◆ TASK DIRECTIONS
Which of the lines in the listing that follows hold "Math"? Pull each one out.

'''

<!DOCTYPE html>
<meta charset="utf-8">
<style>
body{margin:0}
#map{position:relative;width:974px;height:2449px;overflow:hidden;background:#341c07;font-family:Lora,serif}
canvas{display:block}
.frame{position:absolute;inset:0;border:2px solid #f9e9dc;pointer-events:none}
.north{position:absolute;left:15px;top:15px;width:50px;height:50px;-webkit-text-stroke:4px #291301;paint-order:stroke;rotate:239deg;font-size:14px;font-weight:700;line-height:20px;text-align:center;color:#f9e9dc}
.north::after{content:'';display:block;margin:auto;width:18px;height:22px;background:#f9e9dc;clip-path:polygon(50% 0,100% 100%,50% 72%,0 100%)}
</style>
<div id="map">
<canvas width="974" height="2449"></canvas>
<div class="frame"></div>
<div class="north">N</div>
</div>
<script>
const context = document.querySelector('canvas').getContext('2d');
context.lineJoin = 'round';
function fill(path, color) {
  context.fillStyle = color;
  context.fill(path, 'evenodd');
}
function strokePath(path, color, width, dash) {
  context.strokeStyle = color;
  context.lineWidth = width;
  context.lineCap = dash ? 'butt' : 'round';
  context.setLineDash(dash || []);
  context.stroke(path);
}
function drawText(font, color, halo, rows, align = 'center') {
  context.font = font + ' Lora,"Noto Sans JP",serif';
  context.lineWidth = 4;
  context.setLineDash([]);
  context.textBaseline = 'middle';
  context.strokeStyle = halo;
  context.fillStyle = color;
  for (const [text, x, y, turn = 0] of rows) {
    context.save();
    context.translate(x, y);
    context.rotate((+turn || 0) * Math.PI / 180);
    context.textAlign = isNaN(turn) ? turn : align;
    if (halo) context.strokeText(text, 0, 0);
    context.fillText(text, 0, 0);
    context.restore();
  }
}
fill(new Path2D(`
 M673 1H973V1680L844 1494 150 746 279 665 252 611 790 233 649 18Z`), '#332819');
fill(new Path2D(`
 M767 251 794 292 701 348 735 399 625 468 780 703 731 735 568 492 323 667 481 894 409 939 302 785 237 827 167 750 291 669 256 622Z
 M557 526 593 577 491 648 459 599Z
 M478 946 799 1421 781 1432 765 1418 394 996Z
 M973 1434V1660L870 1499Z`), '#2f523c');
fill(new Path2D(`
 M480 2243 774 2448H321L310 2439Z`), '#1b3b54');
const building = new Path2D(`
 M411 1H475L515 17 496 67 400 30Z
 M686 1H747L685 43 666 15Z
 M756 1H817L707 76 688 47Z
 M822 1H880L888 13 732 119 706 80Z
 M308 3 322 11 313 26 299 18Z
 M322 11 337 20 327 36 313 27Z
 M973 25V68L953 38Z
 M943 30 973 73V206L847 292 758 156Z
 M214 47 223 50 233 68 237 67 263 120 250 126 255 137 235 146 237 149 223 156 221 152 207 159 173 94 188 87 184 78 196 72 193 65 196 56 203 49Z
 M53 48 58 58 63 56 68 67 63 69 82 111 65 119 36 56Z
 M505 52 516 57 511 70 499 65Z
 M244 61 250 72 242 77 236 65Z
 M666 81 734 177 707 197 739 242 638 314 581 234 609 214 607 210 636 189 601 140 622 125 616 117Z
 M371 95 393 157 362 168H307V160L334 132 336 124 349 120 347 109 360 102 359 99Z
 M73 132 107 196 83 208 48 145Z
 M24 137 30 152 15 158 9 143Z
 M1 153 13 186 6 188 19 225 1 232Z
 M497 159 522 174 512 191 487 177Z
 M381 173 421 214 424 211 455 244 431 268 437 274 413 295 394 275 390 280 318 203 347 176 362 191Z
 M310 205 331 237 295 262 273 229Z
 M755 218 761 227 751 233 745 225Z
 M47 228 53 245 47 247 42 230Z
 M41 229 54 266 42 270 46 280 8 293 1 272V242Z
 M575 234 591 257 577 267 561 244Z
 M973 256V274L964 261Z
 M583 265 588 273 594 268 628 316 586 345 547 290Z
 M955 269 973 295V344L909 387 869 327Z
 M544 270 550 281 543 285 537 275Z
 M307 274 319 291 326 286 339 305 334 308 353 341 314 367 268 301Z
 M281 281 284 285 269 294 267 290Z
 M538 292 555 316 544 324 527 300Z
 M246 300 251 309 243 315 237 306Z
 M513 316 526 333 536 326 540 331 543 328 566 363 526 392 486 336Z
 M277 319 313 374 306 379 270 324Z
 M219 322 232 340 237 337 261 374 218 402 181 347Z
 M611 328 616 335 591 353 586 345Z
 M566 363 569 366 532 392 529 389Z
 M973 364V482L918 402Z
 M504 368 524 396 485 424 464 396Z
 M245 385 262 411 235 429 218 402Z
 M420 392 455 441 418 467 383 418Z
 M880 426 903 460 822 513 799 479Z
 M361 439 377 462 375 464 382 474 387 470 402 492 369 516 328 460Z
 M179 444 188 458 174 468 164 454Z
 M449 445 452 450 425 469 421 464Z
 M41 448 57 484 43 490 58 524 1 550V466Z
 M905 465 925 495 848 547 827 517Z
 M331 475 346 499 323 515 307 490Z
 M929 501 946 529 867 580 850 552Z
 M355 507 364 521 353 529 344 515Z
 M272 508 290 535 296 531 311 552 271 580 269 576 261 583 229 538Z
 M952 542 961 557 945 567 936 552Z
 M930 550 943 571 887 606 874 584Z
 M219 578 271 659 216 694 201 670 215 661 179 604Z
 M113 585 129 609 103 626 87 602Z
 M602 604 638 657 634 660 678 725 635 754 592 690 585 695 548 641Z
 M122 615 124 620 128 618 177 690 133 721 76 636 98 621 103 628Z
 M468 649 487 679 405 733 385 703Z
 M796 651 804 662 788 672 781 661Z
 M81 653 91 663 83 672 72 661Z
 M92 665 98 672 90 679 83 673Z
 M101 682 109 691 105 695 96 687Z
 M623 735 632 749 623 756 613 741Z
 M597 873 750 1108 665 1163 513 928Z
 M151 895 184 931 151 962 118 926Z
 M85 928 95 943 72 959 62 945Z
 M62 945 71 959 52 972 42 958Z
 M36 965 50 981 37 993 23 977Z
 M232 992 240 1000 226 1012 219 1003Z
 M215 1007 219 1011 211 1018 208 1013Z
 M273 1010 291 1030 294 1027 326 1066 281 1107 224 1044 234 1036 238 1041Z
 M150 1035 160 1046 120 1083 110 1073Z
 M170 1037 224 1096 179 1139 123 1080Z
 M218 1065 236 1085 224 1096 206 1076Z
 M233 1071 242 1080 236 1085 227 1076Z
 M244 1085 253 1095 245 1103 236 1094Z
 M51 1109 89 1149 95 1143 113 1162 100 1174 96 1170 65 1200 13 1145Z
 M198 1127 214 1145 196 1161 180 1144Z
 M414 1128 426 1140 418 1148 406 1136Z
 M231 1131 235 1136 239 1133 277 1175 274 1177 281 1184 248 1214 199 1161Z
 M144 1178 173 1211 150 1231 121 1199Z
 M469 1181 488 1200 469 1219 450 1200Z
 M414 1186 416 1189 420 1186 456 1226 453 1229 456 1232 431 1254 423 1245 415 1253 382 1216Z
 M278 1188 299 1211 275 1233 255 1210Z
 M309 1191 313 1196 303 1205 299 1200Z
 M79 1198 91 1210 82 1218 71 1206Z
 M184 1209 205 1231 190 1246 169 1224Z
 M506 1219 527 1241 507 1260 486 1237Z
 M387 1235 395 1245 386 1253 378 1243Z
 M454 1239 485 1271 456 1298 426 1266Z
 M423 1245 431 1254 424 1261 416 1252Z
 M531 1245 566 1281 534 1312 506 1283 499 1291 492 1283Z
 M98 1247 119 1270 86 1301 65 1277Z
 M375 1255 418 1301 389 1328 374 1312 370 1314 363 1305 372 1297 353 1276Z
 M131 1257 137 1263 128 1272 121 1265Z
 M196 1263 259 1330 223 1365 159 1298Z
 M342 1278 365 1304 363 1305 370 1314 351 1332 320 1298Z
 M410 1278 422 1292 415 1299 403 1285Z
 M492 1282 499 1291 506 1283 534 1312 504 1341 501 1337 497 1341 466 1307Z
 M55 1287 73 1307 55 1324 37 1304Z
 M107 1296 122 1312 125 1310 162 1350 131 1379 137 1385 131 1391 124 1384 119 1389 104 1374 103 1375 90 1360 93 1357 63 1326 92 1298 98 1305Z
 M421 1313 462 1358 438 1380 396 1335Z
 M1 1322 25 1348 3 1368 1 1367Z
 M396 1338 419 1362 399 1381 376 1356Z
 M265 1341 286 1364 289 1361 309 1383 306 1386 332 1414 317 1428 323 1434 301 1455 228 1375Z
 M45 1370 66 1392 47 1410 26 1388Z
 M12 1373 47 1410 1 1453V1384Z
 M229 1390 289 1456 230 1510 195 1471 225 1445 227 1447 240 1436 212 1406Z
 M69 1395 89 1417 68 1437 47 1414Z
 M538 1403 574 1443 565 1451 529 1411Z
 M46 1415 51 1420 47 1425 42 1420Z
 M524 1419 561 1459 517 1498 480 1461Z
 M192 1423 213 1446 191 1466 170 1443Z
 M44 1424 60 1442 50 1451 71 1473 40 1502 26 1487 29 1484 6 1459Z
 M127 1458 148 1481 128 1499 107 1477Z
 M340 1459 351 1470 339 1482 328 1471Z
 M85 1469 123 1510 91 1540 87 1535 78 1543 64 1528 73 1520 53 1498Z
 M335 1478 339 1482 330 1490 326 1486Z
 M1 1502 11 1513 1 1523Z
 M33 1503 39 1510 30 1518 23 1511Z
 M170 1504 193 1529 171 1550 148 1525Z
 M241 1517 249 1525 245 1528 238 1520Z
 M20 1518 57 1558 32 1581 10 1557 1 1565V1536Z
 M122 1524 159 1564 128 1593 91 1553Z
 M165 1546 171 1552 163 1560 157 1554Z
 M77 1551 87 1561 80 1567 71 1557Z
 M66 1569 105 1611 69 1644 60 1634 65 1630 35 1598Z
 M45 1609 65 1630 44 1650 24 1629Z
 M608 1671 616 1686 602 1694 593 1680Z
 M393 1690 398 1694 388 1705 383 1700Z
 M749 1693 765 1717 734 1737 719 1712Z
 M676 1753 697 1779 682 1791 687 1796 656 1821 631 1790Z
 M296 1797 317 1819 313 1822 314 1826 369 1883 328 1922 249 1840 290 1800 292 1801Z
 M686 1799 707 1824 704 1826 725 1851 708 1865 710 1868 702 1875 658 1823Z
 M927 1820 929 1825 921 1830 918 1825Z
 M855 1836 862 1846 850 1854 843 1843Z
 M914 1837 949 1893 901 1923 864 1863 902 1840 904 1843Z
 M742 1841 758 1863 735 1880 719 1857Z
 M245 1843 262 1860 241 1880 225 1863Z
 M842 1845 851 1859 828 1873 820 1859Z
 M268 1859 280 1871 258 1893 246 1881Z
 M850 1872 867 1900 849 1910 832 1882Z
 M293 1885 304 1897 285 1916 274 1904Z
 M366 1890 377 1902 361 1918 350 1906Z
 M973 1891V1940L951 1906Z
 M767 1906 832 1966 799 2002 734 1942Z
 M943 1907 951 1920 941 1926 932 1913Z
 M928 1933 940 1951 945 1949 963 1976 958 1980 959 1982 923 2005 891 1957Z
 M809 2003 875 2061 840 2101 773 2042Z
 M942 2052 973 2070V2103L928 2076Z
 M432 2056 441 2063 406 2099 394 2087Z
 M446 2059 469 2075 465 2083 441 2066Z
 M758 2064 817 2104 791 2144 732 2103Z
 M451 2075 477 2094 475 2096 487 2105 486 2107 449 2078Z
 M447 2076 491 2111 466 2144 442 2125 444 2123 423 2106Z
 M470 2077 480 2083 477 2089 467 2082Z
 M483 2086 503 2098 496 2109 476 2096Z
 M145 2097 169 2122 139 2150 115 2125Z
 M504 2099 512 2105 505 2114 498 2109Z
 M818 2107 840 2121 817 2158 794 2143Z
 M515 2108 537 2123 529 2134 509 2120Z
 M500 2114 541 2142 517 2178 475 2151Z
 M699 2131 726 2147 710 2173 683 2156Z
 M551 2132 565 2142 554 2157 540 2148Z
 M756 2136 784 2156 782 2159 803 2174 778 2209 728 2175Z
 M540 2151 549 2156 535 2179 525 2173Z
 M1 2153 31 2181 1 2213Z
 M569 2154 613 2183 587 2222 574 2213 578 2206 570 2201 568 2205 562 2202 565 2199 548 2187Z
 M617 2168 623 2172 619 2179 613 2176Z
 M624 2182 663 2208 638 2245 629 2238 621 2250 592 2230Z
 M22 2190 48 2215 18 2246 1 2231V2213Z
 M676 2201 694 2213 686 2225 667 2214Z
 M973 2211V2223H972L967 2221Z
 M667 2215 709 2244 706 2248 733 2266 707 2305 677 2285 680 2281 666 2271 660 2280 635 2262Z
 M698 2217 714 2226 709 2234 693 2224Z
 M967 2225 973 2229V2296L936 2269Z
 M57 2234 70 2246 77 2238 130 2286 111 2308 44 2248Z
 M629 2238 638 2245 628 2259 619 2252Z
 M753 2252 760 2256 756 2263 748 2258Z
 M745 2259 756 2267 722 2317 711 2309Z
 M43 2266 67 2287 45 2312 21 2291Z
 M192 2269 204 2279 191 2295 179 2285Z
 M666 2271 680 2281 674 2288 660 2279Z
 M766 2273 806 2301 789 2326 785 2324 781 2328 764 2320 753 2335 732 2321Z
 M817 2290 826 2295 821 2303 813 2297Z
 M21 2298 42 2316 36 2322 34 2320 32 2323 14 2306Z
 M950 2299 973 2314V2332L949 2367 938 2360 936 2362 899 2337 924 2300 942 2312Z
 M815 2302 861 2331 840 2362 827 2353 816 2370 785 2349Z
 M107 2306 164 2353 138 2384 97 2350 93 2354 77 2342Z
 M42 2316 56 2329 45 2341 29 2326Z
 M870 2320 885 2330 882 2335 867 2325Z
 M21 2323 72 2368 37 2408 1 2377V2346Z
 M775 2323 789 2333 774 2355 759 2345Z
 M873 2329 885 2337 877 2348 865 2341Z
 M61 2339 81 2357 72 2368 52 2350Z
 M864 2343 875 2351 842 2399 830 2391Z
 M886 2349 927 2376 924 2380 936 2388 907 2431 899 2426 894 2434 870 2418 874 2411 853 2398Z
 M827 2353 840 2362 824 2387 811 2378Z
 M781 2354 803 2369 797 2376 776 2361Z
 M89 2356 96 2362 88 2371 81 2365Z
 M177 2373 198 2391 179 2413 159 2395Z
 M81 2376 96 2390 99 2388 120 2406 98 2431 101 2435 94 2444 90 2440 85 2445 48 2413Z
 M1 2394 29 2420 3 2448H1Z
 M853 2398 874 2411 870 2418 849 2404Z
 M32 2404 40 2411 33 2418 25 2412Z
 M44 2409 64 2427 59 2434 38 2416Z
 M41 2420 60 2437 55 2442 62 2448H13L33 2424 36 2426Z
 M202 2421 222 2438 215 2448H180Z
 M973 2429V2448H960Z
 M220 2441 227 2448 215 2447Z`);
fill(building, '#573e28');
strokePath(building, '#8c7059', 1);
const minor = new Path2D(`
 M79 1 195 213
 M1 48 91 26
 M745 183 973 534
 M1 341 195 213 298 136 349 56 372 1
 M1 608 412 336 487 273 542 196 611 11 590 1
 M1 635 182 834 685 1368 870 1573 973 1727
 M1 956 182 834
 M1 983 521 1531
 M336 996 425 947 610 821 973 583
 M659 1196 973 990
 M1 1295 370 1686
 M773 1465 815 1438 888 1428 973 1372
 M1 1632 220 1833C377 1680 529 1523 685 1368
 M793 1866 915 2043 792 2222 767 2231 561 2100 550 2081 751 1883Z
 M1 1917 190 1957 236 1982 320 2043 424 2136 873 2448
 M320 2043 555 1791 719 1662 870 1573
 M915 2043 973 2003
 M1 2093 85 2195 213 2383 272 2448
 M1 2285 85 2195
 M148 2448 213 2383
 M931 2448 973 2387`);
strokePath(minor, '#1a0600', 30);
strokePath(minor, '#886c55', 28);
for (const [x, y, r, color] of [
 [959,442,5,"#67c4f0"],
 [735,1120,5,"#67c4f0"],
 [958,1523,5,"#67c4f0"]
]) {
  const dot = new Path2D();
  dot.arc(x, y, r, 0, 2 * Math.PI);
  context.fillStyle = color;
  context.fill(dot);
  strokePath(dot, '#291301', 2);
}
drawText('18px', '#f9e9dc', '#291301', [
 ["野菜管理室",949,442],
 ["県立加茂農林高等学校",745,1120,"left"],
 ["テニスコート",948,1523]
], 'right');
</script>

'''

◆ YOUR SOLUTION
    context.rotate((+turn || 0) * Math.PI / 180);
  dot.arc(x, y, r, 0, 2 * Math.PI);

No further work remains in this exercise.